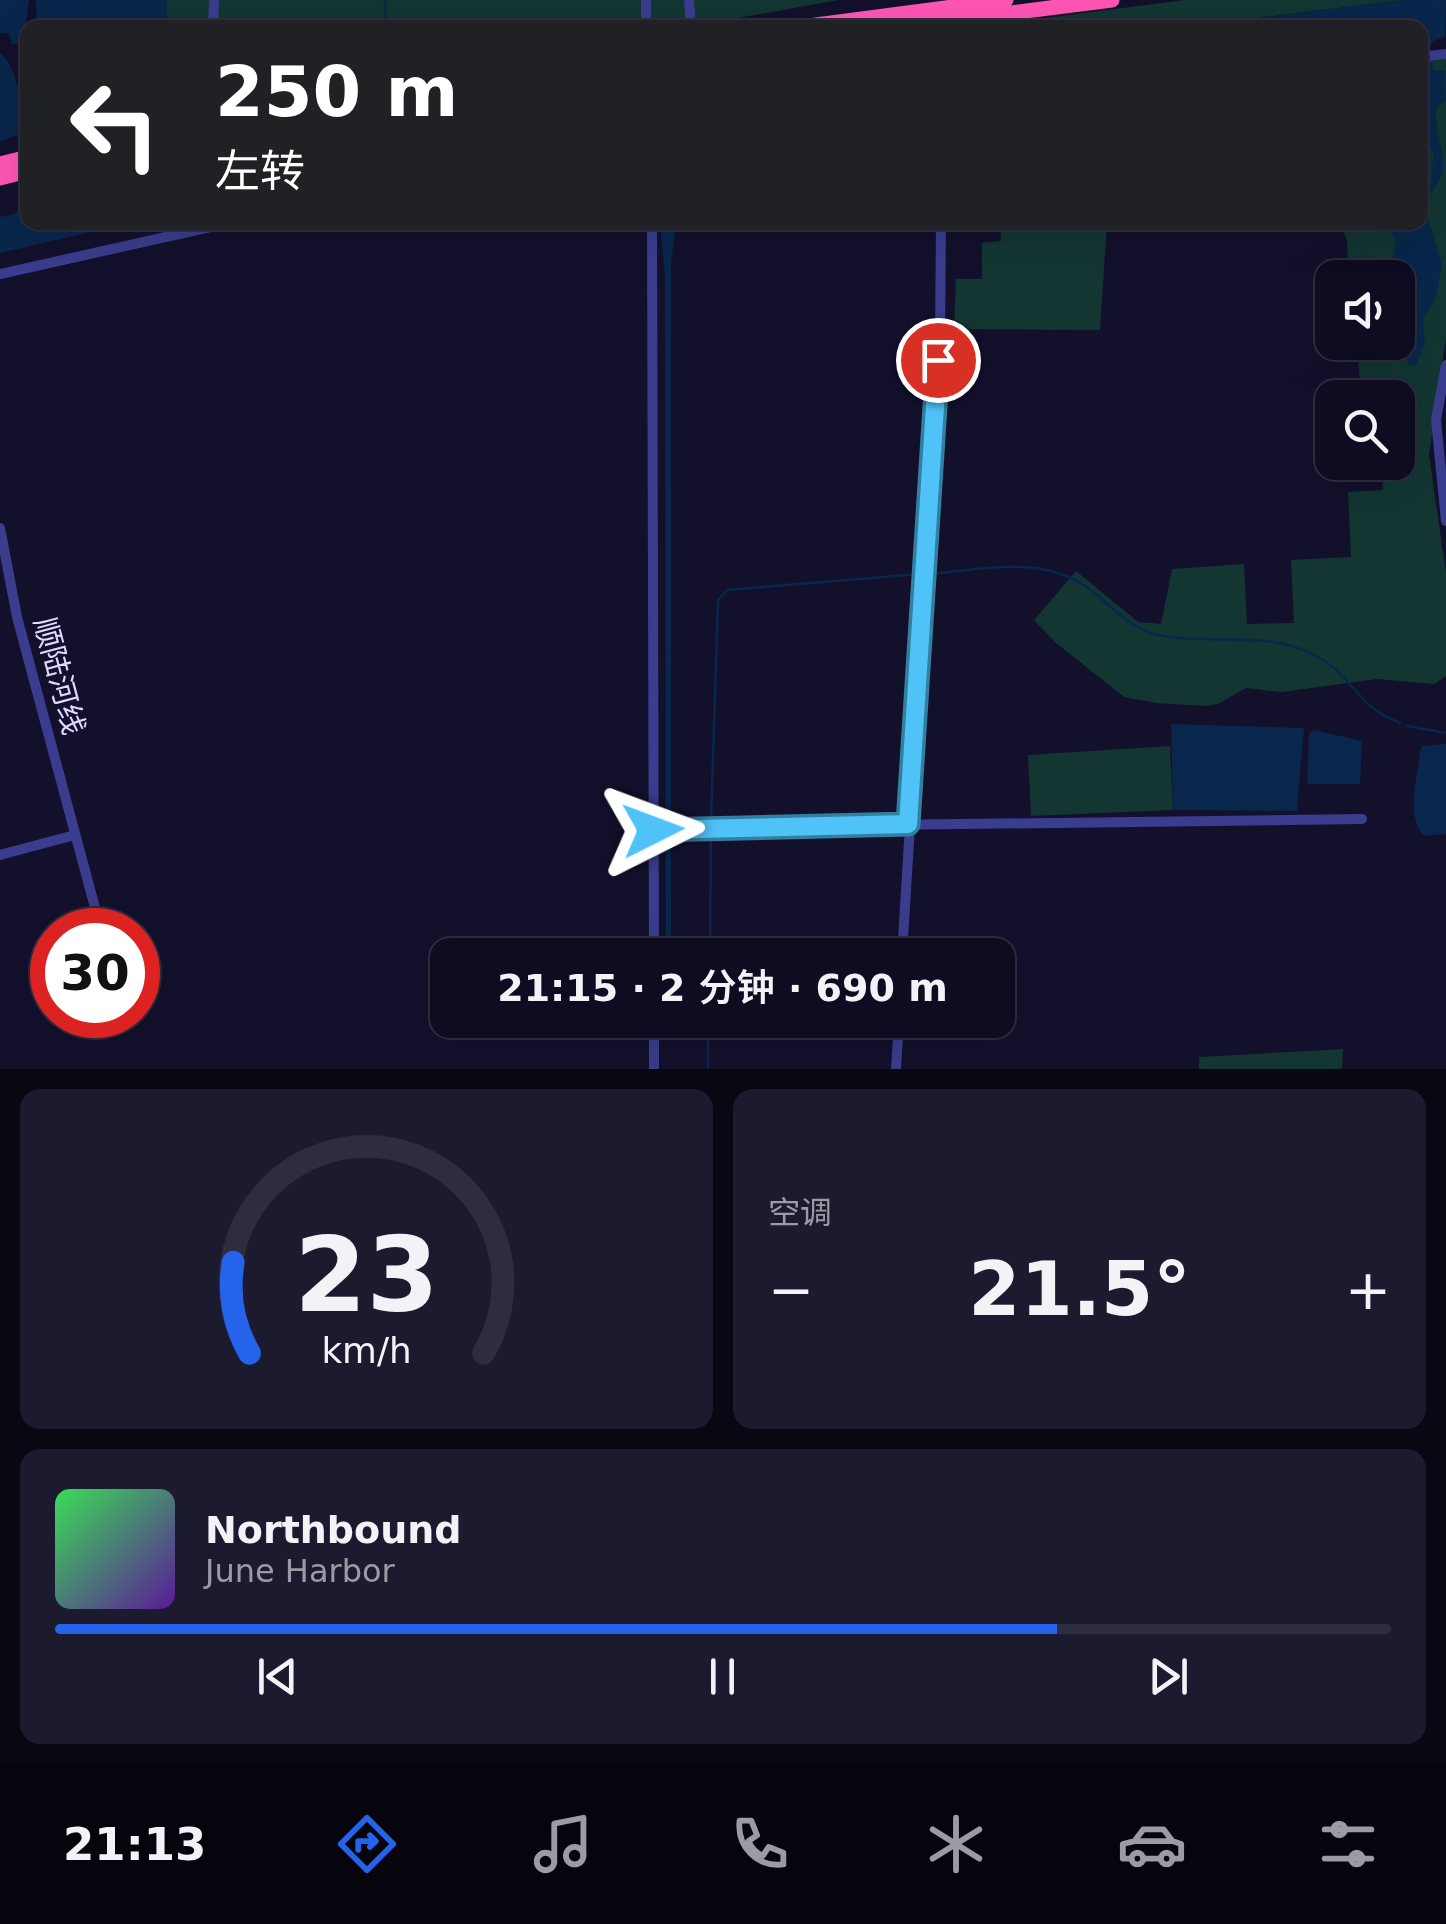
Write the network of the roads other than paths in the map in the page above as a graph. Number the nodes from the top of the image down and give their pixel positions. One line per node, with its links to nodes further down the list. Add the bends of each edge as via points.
1 (1006, 0): 3 (highway)
2 (1112, 0): 4 (highway)
3 (854, 20)
4 (956, 20)
5 (196, 230): 8 (street)
6 (652, 230): 15 (street)
7 (941, 230): 14 (street, via 940,340)
8 (0, 274)
9 (1446, 366): 10 (street, via 1436,420)
10 (1446, 522)
11 (0, 528): 12 (street, 顺陆河线)
12 (2, 560): 16 (street, 顺陆河线)
13 (1362, 818): 14 (street)
14 (908, 824): 15 (street); 20 (street)
15 (656, 828): 19 (street)
16 (75, 835): 17 (street); 18 (street, 顺陆河线)
17 (0, 855)
18 (95, 908)
19 (654, 938)
20 (903, 938)
21 (654, 1038): 23 (street)
22 (898, 1038): 24 (street)
23 (654, 1069)
24 (896, 1069)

—————

**WORK TO COMPLETE:** For every entry above, write it out exactly and remove any image.

**RESPONSE BELOW:**
Write the network of the roads other than paths in the map in the page above as a graph. Number the nodes from the top of the image down and give their pixel positions. One line per node, with its links to nodes further down the list. Add the bends of each edge as via points.
1 (1006, 0): 3 (highway)
2 (1112, 0): 4 (highway)
3 (854, 20)
4 (956, 20)
5 (196, 230): 8 (street)
6 (652, 230): 15 (street)
7 (941, 230): 14 (street, via 940,340)
8 (0, 274)
9 (1446, 366): 10 (street, via 1436,420)
10 (1446, 522)
11 (0, 528): 12 (street, 顺陆河线)
12 (2, 560): 16 (street, 顺陆河线)
13 (1362, 818): 14 (street)
14 (908, 824): 15 (street); 20 (street)
15 (656, 828): 19 (street)
16 (75, 835): 17 (street); 18 (street, 顺陆河线)
17 (0, 855)
18 (95, 908)
19 (654, 938)
20 (903, 938)
21 (654, 1038): 23 (street)
22 (898, 1038): 24 (street)
23 (654, 1069)
24 (896, 1069)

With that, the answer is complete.